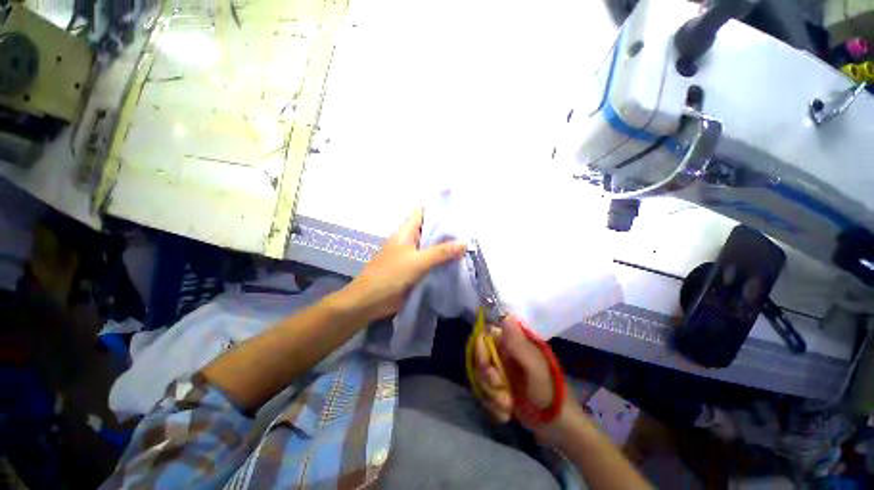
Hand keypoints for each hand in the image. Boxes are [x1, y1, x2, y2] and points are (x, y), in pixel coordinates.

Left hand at [341, 208, 466, 321]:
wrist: (370, 301)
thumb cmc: (390, 275)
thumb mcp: (417, 261)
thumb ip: (441, 252)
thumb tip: (465, 243)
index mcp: (406, 232)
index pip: (421, 212)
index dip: (436, 209)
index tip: (456, 212)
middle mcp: (409, 240)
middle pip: (428, 229)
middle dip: (446, 230)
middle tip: (468, 231)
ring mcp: (411, 256)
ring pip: (430, 246)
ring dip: (445, 247)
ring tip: (467, 245)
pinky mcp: (413, 270)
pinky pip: (430, 261)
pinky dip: (441, 261)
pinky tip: (456, 263)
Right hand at [474, 317, 585, 446]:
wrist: (560, 429)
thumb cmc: (552, 395)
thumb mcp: (536, 369)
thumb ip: (519, 345)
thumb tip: (506, 316)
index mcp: (514, 343)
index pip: (486, 336)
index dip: (481, 350)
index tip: (488, 367)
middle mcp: (505, 354)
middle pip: (480, 359)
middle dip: (487, 378)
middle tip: (501, 390)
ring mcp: (501, 372)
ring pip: (480, 378)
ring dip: (491, 395)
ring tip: (508, 406)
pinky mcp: (499, 389)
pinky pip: (484, 393)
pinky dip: (493, 406)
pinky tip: (505, 414)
────────────────────
> _What the exercise asks_:
Please transcribe exactly the line containing "Right hand at" and every line after it through the end of the records, and nothing else.

> _Written response_:
Right hand at [474, 317, 585, 446]:
wrist: (560, 429)
thumb cmc: (552, 395)
thumb mcp: (536, 369)
thumb ip: (519, 345)
thumb tip: (506, 316)
index mcp: (514, 343)
index pip: (486, 336)
index dip: (481, 350)
index tip: (488, 367)
middle mcp: (505, 354)
middle pip: (480, 359)
middle dip: (487, 378)
middle tip: (501, 390)
ring mcp: (501, 372)
ring pip: (480, 378)
ring dip: (491, 395)
ring tip: (508, 406)
pinky mcp: (499, 389)
pinky pip: (484, 393)
pinky dip: (493, 406)
pinky tip: (505, 414)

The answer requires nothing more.